## ENTRIES SHOWN
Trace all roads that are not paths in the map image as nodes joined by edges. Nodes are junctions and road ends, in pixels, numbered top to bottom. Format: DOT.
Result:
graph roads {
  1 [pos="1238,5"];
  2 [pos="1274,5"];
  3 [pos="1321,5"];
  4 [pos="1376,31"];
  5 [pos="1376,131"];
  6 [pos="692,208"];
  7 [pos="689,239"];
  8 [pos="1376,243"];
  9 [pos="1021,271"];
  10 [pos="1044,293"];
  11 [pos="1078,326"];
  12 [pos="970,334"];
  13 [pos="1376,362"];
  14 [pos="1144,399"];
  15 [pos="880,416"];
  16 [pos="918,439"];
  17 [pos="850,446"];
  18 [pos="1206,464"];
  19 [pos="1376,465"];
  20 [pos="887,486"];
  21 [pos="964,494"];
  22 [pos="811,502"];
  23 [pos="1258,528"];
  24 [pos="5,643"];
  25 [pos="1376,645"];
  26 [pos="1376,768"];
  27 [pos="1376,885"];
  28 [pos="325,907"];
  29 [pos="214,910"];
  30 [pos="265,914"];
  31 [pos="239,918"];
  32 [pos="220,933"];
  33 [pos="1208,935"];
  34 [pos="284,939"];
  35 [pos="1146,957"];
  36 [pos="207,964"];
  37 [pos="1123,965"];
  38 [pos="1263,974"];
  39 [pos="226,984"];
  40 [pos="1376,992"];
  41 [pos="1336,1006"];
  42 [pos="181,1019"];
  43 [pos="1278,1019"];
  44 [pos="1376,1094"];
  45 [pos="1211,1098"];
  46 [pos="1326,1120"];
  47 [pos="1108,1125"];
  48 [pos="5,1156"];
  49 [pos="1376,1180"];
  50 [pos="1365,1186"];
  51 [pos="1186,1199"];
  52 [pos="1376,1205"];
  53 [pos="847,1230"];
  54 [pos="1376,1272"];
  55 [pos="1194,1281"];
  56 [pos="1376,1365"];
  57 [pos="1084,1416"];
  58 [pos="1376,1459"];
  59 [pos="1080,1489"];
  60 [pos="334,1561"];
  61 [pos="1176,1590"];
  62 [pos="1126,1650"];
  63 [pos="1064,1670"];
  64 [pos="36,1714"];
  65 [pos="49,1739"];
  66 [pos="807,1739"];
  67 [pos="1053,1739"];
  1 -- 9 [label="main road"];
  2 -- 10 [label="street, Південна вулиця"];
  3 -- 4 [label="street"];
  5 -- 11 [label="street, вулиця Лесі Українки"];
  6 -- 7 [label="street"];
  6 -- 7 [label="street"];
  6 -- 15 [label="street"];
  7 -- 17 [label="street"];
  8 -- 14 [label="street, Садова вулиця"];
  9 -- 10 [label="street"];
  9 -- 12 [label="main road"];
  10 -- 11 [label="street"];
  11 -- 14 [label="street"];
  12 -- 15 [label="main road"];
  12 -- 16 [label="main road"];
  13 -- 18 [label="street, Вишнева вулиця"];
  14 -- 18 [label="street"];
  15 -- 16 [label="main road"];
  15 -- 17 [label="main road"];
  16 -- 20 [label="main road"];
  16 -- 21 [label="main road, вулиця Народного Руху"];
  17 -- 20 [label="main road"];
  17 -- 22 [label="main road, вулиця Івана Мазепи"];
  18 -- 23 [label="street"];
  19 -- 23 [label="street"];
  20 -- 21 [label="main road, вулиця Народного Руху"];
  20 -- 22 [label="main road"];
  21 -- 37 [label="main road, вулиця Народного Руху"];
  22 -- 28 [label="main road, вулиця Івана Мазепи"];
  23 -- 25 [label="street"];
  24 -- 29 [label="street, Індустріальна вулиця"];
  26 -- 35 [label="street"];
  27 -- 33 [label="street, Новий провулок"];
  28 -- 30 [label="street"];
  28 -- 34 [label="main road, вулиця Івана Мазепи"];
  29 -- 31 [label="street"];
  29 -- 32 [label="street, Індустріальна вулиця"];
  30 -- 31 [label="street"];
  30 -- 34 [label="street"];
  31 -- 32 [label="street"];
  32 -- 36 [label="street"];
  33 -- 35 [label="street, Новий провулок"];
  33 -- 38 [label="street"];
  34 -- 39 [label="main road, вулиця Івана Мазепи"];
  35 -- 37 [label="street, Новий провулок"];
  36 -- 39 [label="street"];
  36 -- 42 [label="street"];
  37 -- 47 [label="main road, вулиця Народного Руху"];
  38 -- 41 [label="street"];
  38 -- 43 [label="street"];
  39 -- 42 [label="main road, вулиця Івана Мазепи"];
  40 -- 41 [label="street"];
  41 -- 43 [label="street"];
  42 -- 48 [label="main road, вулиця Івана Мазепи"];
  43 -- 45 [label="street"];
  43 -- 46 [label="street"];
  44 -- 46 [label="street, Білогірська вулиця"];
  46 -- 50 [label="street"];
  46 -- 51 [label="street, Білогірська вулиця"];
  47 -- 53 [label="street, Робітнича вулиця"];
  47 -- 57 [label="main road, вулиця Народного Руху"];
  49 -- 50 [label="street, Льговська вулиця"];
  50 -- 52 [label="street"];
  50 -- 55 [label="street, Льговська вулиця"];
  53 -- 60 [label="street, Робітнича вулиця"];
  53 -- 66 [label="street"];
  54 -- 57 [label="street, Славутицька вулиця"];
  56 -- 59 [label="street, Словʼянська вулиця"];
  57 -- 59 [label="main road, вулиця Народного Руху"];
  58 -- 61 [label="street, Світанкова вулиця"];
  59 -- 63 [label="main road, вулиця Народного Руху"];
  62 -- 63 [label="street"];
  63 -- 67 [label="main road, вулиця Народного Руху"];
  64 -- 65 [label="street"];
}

## WORK TO COMPLETE
Output the listing above in full, exactly as written.

## SOLUTION FOR THIS EXERCISE
Trace all roads that are not paths in the map image as nodes joined by edges. Nodes are junctions and road ends, in pixels, numbered top to bottom. Format: DOT.
Result:
graph roads {
  1 [pos="1238,5"];
  2 [pos="1274,5"];
  3 [pos="1321,5"];
  4 [pos="1376,31"];
  5 [pos="1376,131"];
  6 [pos="692,208"];
  7 [pos="689,239"];
  8 [pos="1376,243"];
  9 [pos="1021,271"];
  10 [pos="1044,293"];
  11 [pos="1078,326"];
  12 [pos="970,334"];
  13 [pos="1376,362"];
  14 [pos="1144,399"];
  15 [pos="880,416"];
  16 [pos="918,439"];
  17 [pos="850,446"];
  18 [pos="1206,464"];
  19 [pos="1376,465"];
  20 [pos="887,486"];
  21 [pos="964,494"];
  22 [pos="811,502"];
  23 [pos="1258,528"];
  24 [pos="5,643"];
  25 [pos="1376,645"];
  26 [pos="1376,768"];
  27 [pos="1376,885"];
  28 [pos="325,907"];
  29 [pos="214,910"];
  30 [pos="265,914"];
  31 [pos="239,918"];
  32 [pos="220,933"];
  33 [pos="1208,935"];
  34 [pos="284,939"];
  35 [pos="1146,957"];
  36 [pos="207,964"];
  37 [pos="1123,965"];
  38 [pos="1263,974"];
  39 [pos="226,984"];
  40 [pos="1376,992"];
  41 [pos="1336,1006"];
  42 [pos="181,1019"];
  43 [pos="1278,1019"];
  44 [pos="1376,1094"];
  45 [pos="1211,1098"];
  46 [pos="1326,1120"];
  47 [pos="1108,1125"];
  48 [pos="5,1156"];
  49 [pos="1376,1180"];
  50 [pos="1365,1186"];
  51 [pos="1186,1199"];
  52 [pos="1376,1205"];
  53 [pos="847,1230"];
  54 [pos="1376,1272"];
  55 [pos="1194,1281"];
  56 [pos="1376,1365"];
  57 [pos="1084,1416"];
  58 [pos="1376,1459"];
  59 [pos="1080,1489"];
  60 [pos="334,1561"];
  61 [pos="1176,1590"];
  62 [pos="1126,1650"];
  63 [pos="1064,1670"];
  64 [pos="36,1714"];
  65 [pos="49,1739"];
  66 [pos="807,1739"];
  67 [pos="1053,1739"];
  1 -- 9 [label="main road"];
  2 -- 10 [label="street, Південна вулиця"];
  3 -- 4 [label="street"];
  5 -- 11 [label="street, вулиця Лесі Українки"];
  6 -- 7 [label="street"];
  6 -- 7 [label="street"];
  6 -- 15 [label="street"];
  7 -- 17 [label="street"];
  8 -- 14 [label="street, Садова вулиця"];
  9 -- 10 [label="street"];
  9 -- 12 [label="main road"];
  10 -- 11 [label="street"];
  11 -- 14 [label="street"];
  12 -- 15 [label="main road"];
  12 -- 16 [label="main road"];
  13 -- 18 [label="street, Вишнева вулиця"];
  14 -- 18 [label="street"];
  15 -- 16 [label="main road"];
  15 -- 17 [label="main road"];
  16 -- 20 [label="main road"];
  16 -- 21 [label="main road, вулиця Народного Руху"];
  17 -- 20 [label="main road"];
  17 -- 22 [label="main road, вулиця Івана Мазепи"];
  18 -- 23 [label="street"];
  19 -- 23 [label="street"];
  20 -- 21 [label="main road, вулиця Народного Руху"];
  20 -- 22 [label="main road"];
  21 -- 37 [label="main road, вулиця Народного Руху"];
  22 -- 28 [label="main road, вулиця Івана Мазепи"];
  23 -- 25 [label="street"];
  24 -- 29 [label="street, Індустріальна вулиця"];
  26 -- 35 [label="street"];
  27 -- 33 [label="street, Новий провулок"];
  28 -- 30 [label="street"];
  28 -- 34 [label="main road, вулиця Івана Мазепи"];
  29 -- 31 [label="street"];
  29 -- 32 [label="street, Індустріальна вулиця"];
  30 -- 31 [label="street"];
  30 -- 34 [label="street"];
  31 -- 32 [label="street"];
  32 -- 36 [label="street"];
  33 -- 35 [label="street, Новий провулок"];
  33 -- 38 [label="street"];
  34 -- 39 [label="main road, вулиця Івана Мазепи"];
  35 -- 37 [label="street, Новий провулок"];
  36 -- 39 [label="street"];
  36 -- 42 [label="street"];
  37 -- 47 [label="main road, вулиця Народного Руху"];
  38 -- 41 [label="street"];
  38 -- 43 [label="street"];
  39 -- 42 [label="main road, вулиця Івана Мазепи"];
  40 -- 41 [label="street"];
  41 -- 43 [label="street"];
  42 -- 48 [label="main road, вулиця Івана Мазепи"];
  43 -- 45 [label="street"];
  43 -- 46 [label="street"];
  44 -- 46 [label="street, Білогірська вулиця"];
  46 -- 50 [label="street"];
  46 -- 51 [label="street, Білогірська вулиця"];
  47 -- 53 [label="street, Робітнича вулиця"];
  47 -- 57 [label="main road, вулиця Народного Руху"];
  49 -- 50 [label="street, Льговська вулиця"];
  50 -- 52 [label="street"];
  50 -- 55 [label="street, Льговська вулиця"];
  53 -- 60 [label="street, Робітнича вулиця"];
  53 -- 66 [label="street"];
  54 -- 57 [label="street, Славутицька вулиця"];
  56 -- 59 [label="street, Словʼянська вулиця"];
  57 -- 59 [label="main road, вулиця Народного Руху"];
  58 -- 61 [label="street, Світанкова вулиця"];
  59 -- 63 [label="main road, вулиця Народного Руху"];
  62 -- 63 [label="street"];
  63 -- 67 [label="main road, вулиця Народного Руху"];
  64 -- 65 [label="street"];
}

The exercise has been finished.